== Required action ==
Starting at the top line, print the entries below exactly as they are and skip every picture.

== Entries provided ==
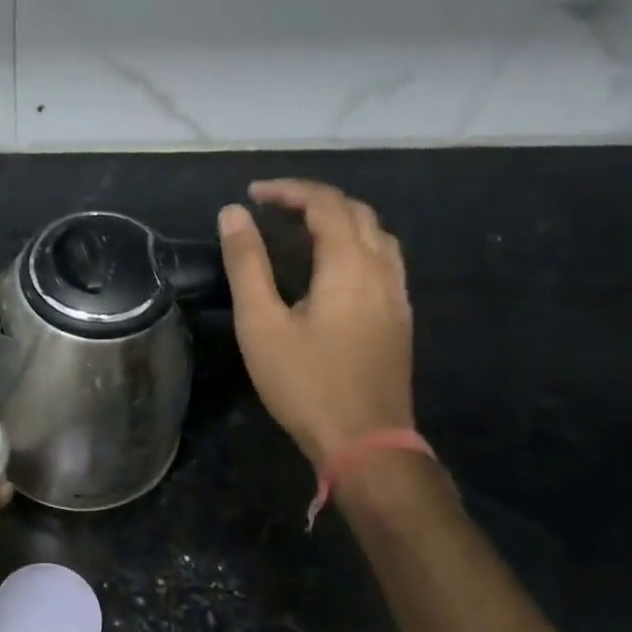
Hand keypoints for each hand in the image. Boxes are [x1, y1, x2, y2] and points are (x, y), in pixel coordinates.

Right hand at [218, 180, 414, 468]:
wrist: (365, 441)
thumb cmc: (305, 383)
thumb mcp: (262, 324)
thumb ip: (247, 265)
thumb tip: (233, 214)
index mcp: (349, 264)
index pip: (324, 203)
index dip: (288, 191)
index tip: (252, 196)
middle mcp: (382, 269)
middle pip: (356, 212)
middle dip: (314, 200)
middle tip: (273, 209)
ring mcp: (397, 294)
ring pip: (376, 235)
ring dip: (339, 221)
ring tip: (301, 232)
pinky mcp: (398, 318)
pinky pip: (383, 261)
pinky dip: (355, 246)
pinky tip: (333, 270)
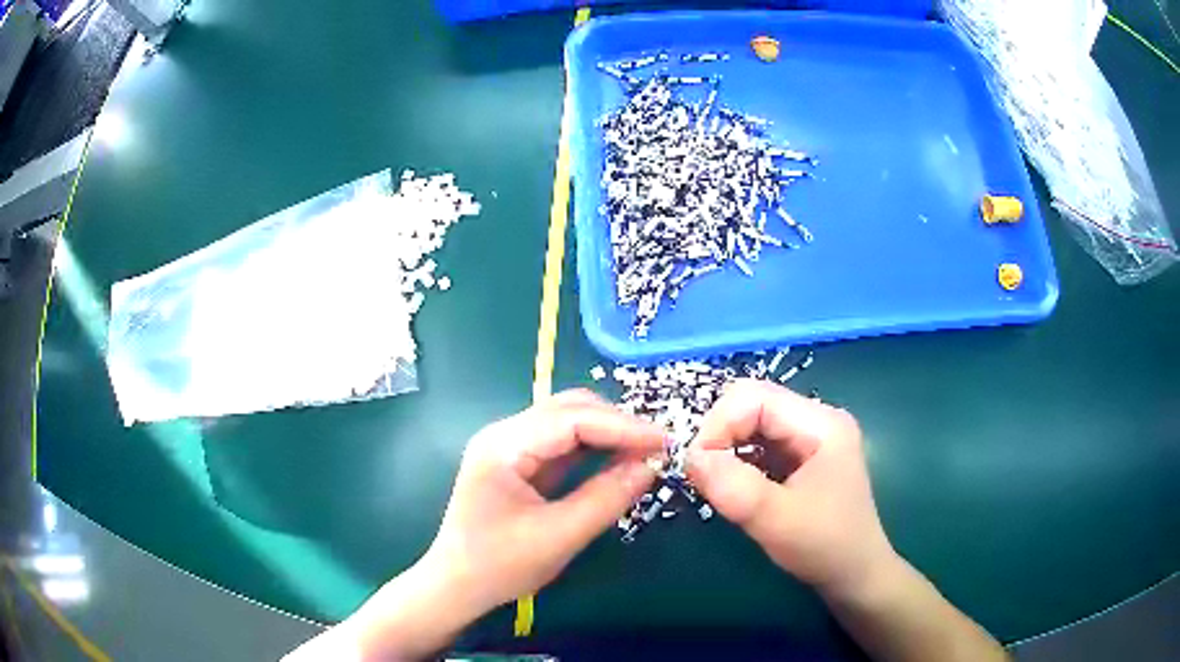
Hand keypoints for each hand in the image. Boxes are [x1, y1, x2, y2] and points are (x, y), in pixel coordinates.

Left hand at [297, 391, 664, 660]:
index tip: (665, 442)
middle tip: (659, 447)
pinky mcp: (517, 462)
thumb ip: (607, 498)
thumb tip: (651, 466)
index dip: (622, 427)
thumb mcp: (559, 536)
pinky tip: (618, 459)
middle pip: (569, 409)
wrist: (456, 586)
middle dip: (617, 424)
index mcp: (504, 446)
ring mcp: (509, 446)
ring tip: (646, 451)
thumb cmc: (500, 566)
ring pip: (567, 421)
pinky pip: (561, 444)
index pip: (572, 419)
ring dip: (607, 433)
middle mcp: (504, 434)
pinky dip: (593, 448)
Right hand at [686, 380, 897, 600]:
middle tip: (702, 475)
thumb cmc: (825, 547)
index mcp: (821, 424)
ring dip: (728, 450)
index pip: (754, 397)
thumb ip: (732, 486)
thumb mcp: (775, 520)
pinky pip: (761, 445)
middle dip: (720, 436)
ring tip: (717, 483)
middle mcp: (818, 420)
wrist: (856, 576)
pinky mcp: (804, 457)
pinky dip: (739, 461)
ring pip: (754, 425)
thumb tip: (689, 457)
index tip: (695, 466)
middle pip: (753, 404)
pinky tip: (736, 486)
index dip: (718, 424)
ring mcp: (812, 438)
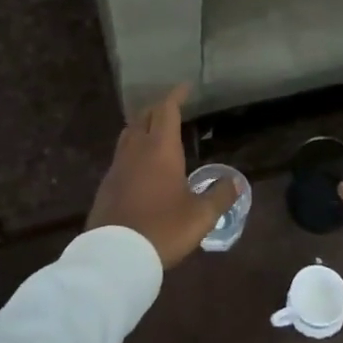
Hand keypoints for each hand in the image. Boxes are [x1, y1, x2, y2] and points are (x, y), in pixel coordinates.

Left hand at [87, 84, 236, 266]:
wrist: (116, 255)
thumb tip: (235, 181)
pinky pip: (121, 155)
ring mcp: (117, 166)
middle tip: (172, 108)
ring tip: (154, 131)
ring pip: (129, 134)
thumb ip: (220, 195)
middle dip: (158, 108)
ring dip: (142, 126)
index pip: (167, 110)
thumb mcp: (201, 216)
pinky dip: (133, 148)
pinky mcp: (107, 184)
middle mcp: (136, 150)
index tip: (185, 87)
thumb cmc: (163, 229)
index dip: (176, 96)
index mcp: (160, 149)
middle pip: (144, 117)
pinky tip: (140, 164)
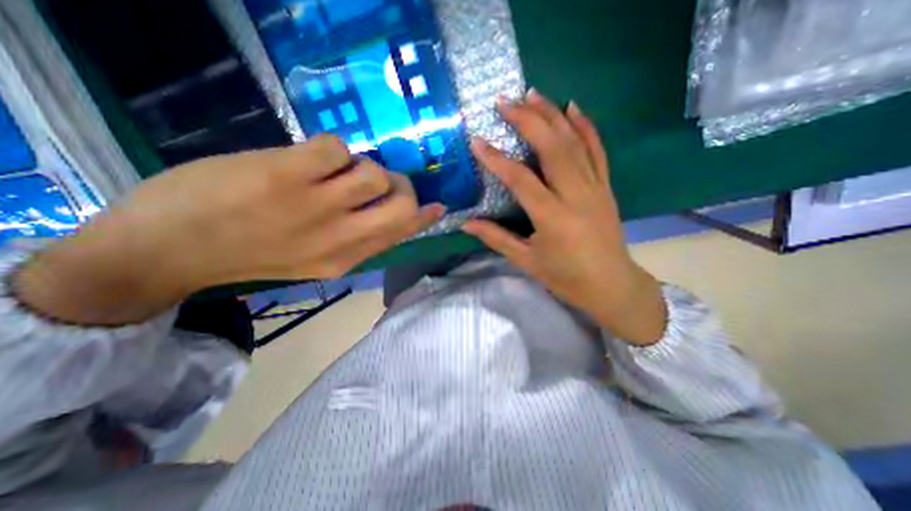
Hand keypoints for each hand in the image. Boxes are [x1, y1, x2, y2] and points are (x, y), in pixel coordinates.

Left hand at [13, 135, 441, 323]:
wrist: (170, 250)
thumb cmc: (250, 254)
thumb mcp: (315, 260)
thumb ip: (356, 240)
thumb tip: (388, 213)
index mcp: (347, 258)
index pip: (401, 233)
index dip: (424, 218)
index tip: (439, 207)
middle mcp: (341, 236)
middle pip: (401, 204)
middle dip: (403, 186)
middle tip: (385, 180)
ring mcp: (315, 206)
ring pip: (373, 173)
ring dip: (363, 165)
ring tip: (339, 168)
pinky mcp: (285, 174)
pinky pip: (336, 148)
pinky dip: (331, 149)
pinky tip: (310, 158)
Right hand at [463, 91, 666, 347]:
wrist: (611, 285)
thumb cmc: (566, 277)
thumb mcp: (527, 260)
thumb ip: (496, 238)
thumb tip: (467, 224)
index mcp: (552, 217)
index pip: (520, 179)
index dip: (496, 159)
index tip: (477, 141)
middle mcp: (575, 195)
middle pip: (552, 148)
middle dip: (527, 120)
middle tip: (506, 101)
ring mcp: (595, 187)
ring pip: (574, 142)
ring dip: (552, 115)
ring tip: (533, 93)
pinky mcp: (605, 186)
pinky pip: (597, 149)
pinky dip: (585, 126)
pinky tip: (573, 107)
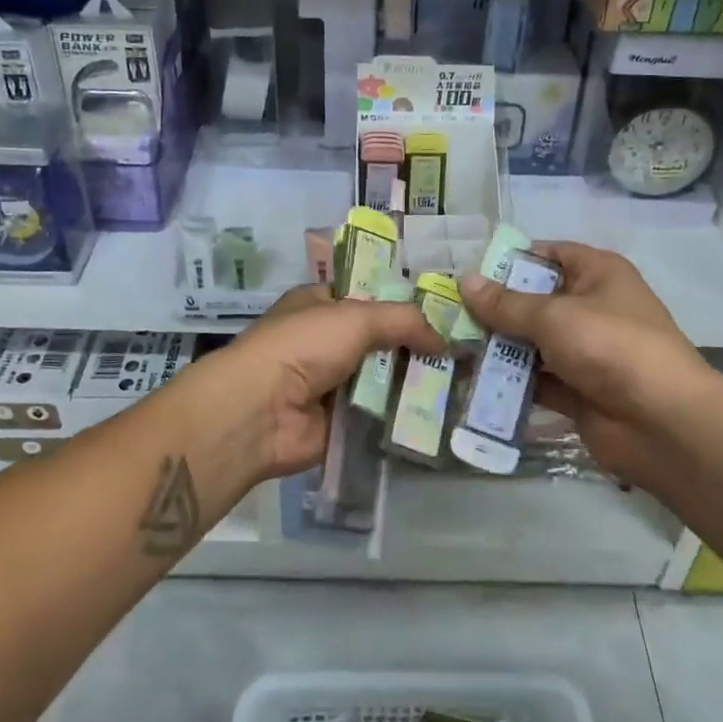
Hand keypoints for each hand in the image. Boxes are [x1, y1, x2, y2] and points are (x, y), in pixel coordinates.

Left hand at [191, 285, 440, 486]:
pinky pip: (377, 416)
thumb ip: (404, 321)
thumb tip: (444, 339)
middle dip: (414, 347)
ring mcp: (330, 385)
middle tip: (461, 353)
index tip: (444, 314)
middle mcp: (323, 342)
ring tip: (461, 385)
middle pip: (379, 341)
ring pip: (381, 380)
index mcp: (319, 305)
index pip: (367, 298)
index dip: (402, 304)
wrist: (260, 412)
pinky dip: (401, 417)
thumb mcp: (357, 317)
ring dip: (412, 384)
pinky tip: (438, 416)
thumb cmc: (303, 346)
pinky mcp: (338, 423)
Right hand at [460, 242, 710, 491]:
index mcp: (598, 274)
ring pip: (533, 343)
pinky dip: (510, 382)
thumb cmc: (610, 346)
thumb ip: (506, 304)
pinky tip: (472, 381)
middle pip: (536, 301)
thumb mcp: (554, 316)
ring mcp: (586, 352)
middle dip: (496, 308)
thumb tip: (465, 281)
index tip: (470, 273)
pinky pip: (537, 380)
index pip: (550, 254)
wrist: (663, 423)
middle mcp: (593, 307)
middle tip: (449, 313)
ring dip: (499, 347)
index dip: (512, 260)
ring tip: (451, 346)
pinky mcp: (578, 391)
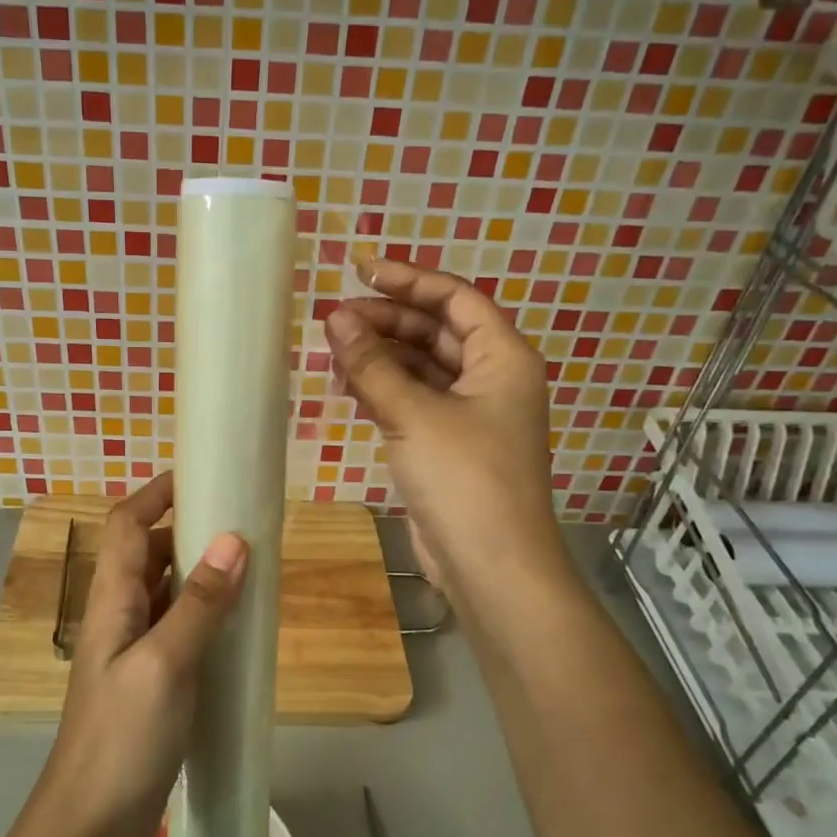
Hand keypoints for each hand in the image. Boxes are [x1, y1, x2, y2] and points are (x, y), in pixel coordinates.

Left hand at [35, 472, 248, 836]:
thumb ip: (200, 604)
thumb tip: (233, 539)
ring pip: (164, 590)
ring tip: (248, 563)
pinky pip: (177, 626)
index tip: (202, 475)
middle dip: (187, 528)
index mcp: (112, 600)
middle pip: (146, 552)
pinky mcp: (150, 678)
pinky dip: (204, 611)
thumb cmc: (122, 738)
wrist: (90, 823)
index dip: (157, 493)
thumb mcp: (166, 665)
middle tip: (240, 521)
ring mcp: (132, 649)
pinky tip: (235, 621)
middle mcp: (118, 615)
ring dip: (198, 570)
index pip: (126, 524)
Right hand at [325, 257, 560, 598]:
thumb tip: (335, 318)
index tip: (359, 272)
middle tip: (334, 321)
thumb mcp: (415, 414)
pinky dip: (384, 390)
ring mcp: (471, 415)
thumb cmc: (465, 478)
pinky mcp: (449, 445)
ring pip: (422, 368)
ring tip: (333, 352)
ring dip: (381, 357)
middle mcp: (492, 379)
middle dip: (387, 321)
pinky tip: (348, 387)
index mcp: (503, 357)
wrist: (490, 565)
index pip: (455, 299)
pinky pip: (414, 401)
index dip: (409, 280)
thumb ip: (373, 364)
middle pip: (436, 331)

== Your solution ==
Hand keypoints for each hand in the image. Boxes are [x1, y1, x2, y2] and points are (x, y), in pixel coordinates.

Right hand at [218, 180, 414, 468]:
wrist: (365, 441)
thumb cmc: (305, 383)
thumb mcp: (262, 324)
thumb ip: (247, 265)
thumb tip: (233, 214)
index mcp: (349, 264)
index pip: (324, 203)
index dip: (288, 191)
index tip: (252, 196)
middle mcp: (382, 269)
middle pip: (356, 212)
middle dip: (314, 200)
middle tip: (273, 209)
ring mcp: (397, 294)
ring pip: (376, 235)
ring dip: (339, 221)
ring tip: (301, 232)
pinky mcp: (398, 318)
pinky pip: (383, 261)
pinky dip: (355, 246)
pinky tip: (333, 270)
Hand keypoints for each hand in the image. Boxes are [x1, y1, x2, y2] and points are (x, y), in pixel coordinates.

Left hand at [297, 391, 664, 660]:
index tip: (665, 442)
middle tip: (659, 447)
pinky mcp: (517, 462)
thumb ip: (607, 498)
thumb tip: (651, 466)
index dip: (622, 427)
thumb mcp: (559, 536)
pinky tip: (618, 459)
middle pip: (569, 409)
wrist: (456, 586)
middle dip: (617, 424)
index mcp: (504, 446)
ring mcp: (509, 446)
ring tip: (646, 451)
thumb cmc: (500, 566)
ring pip: (567, 421)
pinky pip: (561, 444)
index pip: (572, 419)
ring dip: (607, 433)
middle mcp: (504, 434)
pinky dip: (593, 448)
Right hand at [686, 380, 897, 600]:
middle tip: (702, 475)
thumb cmc: (825, 547)
index mcp: (821, 424)
ring dip: (728, 450)
index pip: (754, 397)
thumb ip: (732, 486)
thumb mcp: (775, 520)
pinky pip: (761, 445)
middle dip: (720, 436)
ring tip: (717, 483)
middle mcp: (818, 420)
wrist: (856, 576)
pinky mcp: (804, 457)
pinky dip: (739, 461)
ring pip: (754, 425)
thumb tip: (689, 457)
index tip: (695, 466)
middle pip: (753, 404)
pinky tip: (736, 486)
index dip: (718, 424)
ring mcp: (812, 438)
Hand keypoints for each hand in the image. Boxes are [x1, y1, x2, y2] and points are (x, y), in pixel coordinates.

Left hand at [87, 84, 236, 266]:
wrist: (116, 255)
thumb tip: (235, 181)
pinky pip: (121, 155)
ring mcp: (117, 166)
middle tip: (172, 108)
ring tip: (154, 131)
ring pip: (129, 134)
thumb ip: (220, 195)
middle dip: (158, 108)
ring dip: (142, 126)
index pip: (167, 110)
thumb mcp: (201, 216)
pinky dip: (133, 148)
pinky mcp: (107, 184)
middle mcp: (136, 150)
index tip: (185, 87)
thumb cmc: (163, 229)
index dip: (176, 96)
index mcp: (160, 149)
middle pip: (144, 117)
pinky tip: (140, 164)
Hand keypoints for each hand in the image. Boxes are [x1, y1, x2, y2] and points are (x, y), in pixel coordinates.

Left hand at [13, 135, 441, 323]:
wrist: (170, 250)
thumb cmc: (250, 254)
thumb mcp: (315, 260)
thumb ip: (356, 240)
thumb tip: (388, 213)
index mcp: (347, 258)
index pip: (401, 233)
index dip: (424, 218)
index tip: (439, 207)
middle mcp: (341, 236)
middle pip: (401, 204)
middle dip: (403, 186)
middle tip: (385, 180)
ring mcp: (315, 206)
ring pip: (373, 173)
ring dip: (363, 165)
ring tip: (339, 168)
pinky mcp: (285, 174)
pinky pip: (336, 148)
pinky dip: (331, 149)
pinky tip: (310, 158)
Right hand at [463, 91, 666, 347]:
wrist: (611, 285)
thumb cmc: (566, 277)
thumb mcp: (527, 260)
thumb ip: (496, 238)
thumb tip: (467, 224)
index mcp: (552, 217)
index pip: (520, 179)
index dip: (496, 159)
index tip: (477, 141)
middle mcp: (575, 195)
middle pip: (552, 148)
middle dip: (527, 120)
middle tip: (506, 101)
ring mcp: (595, 187)
ring pip: (574, 142)
ring dip: (552, 115)
ring tip: (533, 93)
pinky mcp: (605, 186)
pinky pip: (597, 149)
pinky dip: (585, 126)
pinky tip: (573, 107)
Hand keypoints for each hand in the image. Boxes are [x1, y1, x2, y2] and points are (x, y), in pixel coordinates.

Left hand at [191, 285, 440, 486]:
pinky pip: (377, 416)
thumb ip: (404, 321)
thumb tip: (444, 339)
middle dip: (414, 347)
ring mcp: (330, 385)
middle tip: (461, 353)
index tip: (444, 314)
middle mcp: (323, 342)
ring tip: (461, 385)
middle pip: (379, 341)
ring pip: (381, 380)
index mcp: (319, 305)
index pip: (367, 298)
index dip: (402, 304)
wrist: (260, 412)
pinky dip: (401, 417)
thumb mcp: (357, 317)
ring dip: (412, 384)
pinky tip: (438, 416)
thumb cmc: (303, 346)
pinky mcp: (338, 423)
Right hand at [460, 242, 710, 491]:
index mcp: (598, 274)
ring pip: (533, 343)
pinky dip: (510, 382)
thumb cmc: (610, 346)
thumb ip: (506, 304)
pinky tip: (472, 381)
middle pip: (536, 301)
thumb mcp: (554, 316)
ring mcp: (586, 352)
middle dip: (496, 308)
thumb tip: (465, 281)
index tip: (470, 273)
pinky pip: (537, 380)
index pip: (550, 254)
wrist: (663, 423)
middle mcp: (593, 307)
middle tip: (449, 313)
ring dip: (499, 347)
index dip: (512, 260)
ring tip: (451, 346)
pinky mcp: (578, 391)
Hand keypoints for each hand in the image. Boxes are [x1, y1, x2, y2] and points are (x, y), in pixel coordinates.

Left hand at [35, 472, 248, 836]:
thumb ip: (200, 604)
thumb tip: (233, 539)
ring pip: (164, 590)
ring tip: (248, 563)
pinky pip: (177, 626)
index tip: (202, 475)
middle dip: (187, 528)
index mcp: (112, 600)
middle pip: (146, 552)
pinky mcp: (150, 678)
pinky dip: (204, 611)
thumb cmc: (122, 738)
wrist: (90, 823)
index dip: (157, 493)
thumb mcp: (166, 665)
middle tip: (240, 521)
ring mcp: (132, 649)
pinky tip: (235, 621)
middle mcp: (118, 615)
ring dip: (198, 570)
index pip: (126, 524)
Right hand at [325, 257, 560, 598]:
thumb tip: (335, 318)
index tip: (359, 272)
middle tip: (334, 321)
thumb mcp: (415, 414)
pinky dip: (384, 390)
ring mcp: (471, 415)
thumb cmc: (465, 478)
pinky mcp: (449, 445)
ring pip: (422, 368)
ring tip: (333, 352)
ring dip: (381, 357)
middle mcp: (492, 379)
middle dip: (387, 321)
pinky tip: (348, 387)
index mcp: (503, 357)
wrist: (490, 565)
index pip: (455, 299)
pinky pip: (414, 401)
index dip: (409, 280)
thumb ip: (373, 364)
middle pip: (436, 331)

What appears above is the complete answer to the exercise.